La voz de la ciencia
En realidad, la ciencia lleva hablando décadas sobre el asunto. “Entre 1980 y 2019 se publicaron en todo el mundo más de 1.200 trabajos que demuestran, de distintas formas y con distintos organismos, la toxicidad del glifosato”, dice a DW Rafael Lajmanovich, profesor de ecotoxicología en la facultad de Bioquímica de la Universidad Nacional del Litoral, e investigador del Conicet. Para Lajmanovich, director académico de varios de los artículos publicados en Argentina sobre el tema, el multimillonario acuerdo con Bayer supone un “tácito reconocimiento a lo que la ciencia independiente de gran parte del mundo lleva diciendo desde hace muchos años: el potencial carcinogénico que tienen los formulados comerciales del glifosato”.
Un negocio redondo
Corría el año 1996 y Estados Unidos acababa de liberar la soja RR, resistente al glifosato. Sin llevar a cabo estudios sobre impacto ambiental, Argentina aprobó, a su vez, la liberación de este organismo modificado genéticamente, que facilita el cultivo de soja en cantidades masivas. “Argentina tuvo la desgracia de ser el segundo país del mundo en el que se liberó la soja RR”, comenta Rafael Lajmanovich.
“Pero, en realidad, el negocio no estaba en las semillas. El gran negocio, que sigue hasta la actualidad, era el herbicida”, prosigue Lajmanovich. “Probablemente fue una estrategia de las multinacionales: liberarlo acá en Argentina, sabiendo que este país tiene leyes laxas en muchos sentidos. Rápidamente, de contrabando, esta soja RR invadió países cercanos: se fue a Brasil, a Paraguay, a muchos países de la región”, señala.

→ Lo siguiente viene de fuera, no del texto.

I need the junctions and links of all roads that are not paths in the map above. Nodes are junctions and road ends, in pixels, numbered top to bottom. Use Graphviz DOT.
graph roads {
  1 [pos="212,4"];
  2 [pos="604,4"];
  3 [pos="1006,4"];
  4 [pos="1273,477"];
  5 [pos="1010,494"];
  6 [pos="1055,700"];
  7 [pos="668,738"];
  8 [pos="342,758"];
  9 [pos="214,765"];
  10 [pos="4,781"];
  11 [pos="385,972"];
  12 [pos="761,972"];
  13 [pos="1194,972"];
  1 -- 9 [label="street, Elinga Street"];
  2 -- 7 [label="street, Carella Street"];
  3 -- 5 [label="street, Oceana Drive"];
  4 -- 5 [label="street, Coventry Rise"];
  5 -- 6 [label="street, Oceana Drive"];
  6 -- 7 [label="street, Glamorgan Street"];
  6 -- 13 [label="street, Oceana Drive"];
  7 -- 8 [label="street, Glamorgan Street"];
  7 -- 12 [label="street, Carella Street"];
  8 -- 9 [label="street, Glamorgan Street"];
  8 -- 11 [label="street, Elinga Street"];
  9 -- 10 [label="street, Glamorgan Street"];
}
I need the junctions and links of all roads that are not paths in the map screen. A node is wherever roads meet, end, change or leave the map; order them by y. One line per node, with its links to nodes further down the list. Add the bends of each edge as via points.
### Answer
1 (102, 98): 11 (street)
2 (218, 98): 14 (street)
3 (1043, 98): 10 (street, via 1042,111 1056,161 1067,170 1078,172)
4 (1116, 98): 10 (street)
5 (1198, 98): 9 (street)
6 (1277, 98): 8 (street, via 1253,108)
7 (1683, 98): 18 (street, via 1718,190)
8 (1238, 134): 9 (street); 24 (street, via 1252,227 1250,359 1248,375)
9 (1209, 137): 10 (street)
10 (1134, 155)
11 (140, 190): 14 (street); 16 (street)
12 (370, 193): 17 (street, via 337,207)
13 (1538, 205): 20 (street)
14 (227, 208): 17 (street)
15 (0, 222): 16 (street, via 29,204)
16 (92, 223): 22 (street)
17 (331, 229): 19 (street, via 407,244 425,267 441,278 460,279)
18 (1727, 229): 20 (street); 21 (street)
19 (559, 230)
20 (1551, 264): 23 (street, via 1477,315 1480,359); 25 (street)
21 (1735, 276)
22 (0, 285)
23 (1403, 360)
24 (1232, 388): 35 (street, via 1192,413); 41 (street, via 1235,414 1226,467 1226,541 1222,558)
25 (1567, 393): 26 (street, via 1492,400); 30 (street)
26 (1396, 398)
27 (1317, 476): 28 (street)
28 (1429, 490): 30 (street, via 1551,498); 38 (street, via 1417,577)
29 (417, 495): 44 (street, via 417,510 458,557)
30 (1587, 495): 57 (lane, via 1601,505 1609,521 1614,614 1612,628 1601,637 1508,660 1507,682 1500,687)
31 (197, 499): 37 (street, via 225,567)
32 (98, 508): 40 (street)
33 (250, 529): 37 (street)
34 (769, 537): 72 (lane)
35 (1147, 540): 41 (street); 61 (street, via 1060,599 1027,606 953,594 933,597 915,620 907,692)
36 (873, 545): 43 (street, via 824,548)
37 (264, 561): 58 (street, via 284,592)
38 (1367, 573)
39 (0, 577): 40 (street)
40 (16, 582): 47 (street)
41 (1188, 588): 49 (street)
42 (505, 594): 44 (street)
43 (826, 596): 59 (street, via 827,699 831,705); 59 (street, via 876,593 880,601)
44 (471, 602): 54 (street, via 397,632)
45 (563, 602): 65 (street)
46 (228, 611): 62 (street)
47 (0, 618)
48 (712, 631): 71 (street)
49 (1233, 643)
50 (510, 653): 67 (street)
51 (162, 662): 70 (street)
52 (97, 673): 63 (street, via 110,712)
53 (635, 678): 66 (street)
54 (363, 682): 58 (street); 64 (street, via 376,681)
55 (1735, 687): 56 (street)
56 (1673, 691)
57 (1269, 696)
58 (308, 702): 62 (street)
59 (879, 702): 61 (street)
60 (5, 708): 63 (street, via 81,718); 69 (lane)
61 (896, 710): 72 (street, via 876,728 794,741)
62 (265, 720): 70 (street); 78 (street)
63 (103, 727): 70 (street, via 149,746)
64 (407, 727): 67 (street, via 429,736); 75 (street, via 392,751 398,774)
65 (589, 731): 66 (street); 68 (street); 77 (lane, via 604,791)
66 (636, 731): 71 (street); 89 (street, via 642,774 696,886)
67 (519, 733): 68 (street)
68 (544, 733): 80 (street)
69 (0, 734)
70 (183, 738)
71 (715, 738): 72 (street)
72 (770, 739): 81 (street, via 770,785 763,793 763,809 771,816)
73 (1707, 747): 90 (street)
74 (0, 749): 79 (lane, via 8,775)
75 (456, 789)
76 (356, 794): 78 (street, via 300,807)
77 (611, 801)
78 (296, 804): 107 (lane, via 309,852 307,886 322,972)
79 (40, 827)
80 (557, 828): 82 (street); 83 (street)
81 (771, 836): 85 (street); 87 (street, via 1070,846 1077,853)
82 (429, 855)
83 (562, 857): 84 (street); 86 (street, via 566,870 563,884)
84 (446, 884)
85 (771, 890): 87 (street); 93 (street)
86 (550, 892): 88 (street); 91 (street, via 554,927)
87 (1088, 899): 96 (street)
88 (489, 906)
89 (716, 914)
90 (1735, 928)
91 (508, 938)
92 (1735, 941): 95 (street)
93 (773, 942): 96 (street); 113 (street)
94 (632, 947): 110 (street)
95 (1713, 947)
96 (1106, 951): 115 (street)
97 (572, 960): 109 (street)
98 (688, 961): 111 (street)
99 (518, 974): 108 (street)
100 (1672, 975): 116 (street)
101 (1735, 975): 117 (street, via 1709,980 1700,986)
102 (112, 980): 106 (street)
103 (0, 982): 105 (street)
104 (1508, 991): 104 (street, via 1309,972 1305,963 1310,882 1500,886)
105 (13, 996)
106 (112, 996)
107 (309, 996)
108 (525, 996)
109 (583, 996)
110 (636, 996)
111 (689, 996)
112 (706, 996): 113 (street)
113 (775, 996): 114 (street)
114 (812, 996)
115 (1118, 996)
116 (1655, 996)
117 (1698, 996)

Entre 1980 y 2005, la superficie de cultivo de soja en Argentina pasó de 2 a 17 millones de hectáreas, un manto gigantesco sobre el que aplicar los productos de las multinacionales, fundamentalmente el glifosato. Y, durante décadas, las políticas de los distintos Gobiernos no han hecho sino reafirmar la expansión del agronegocio: “Argentina se vio, de alguna manera, condenada a proseguir con el cultivo de estos granos. Es un círculo del cual cuesta mucho salir”, sentencia Lajmanovic.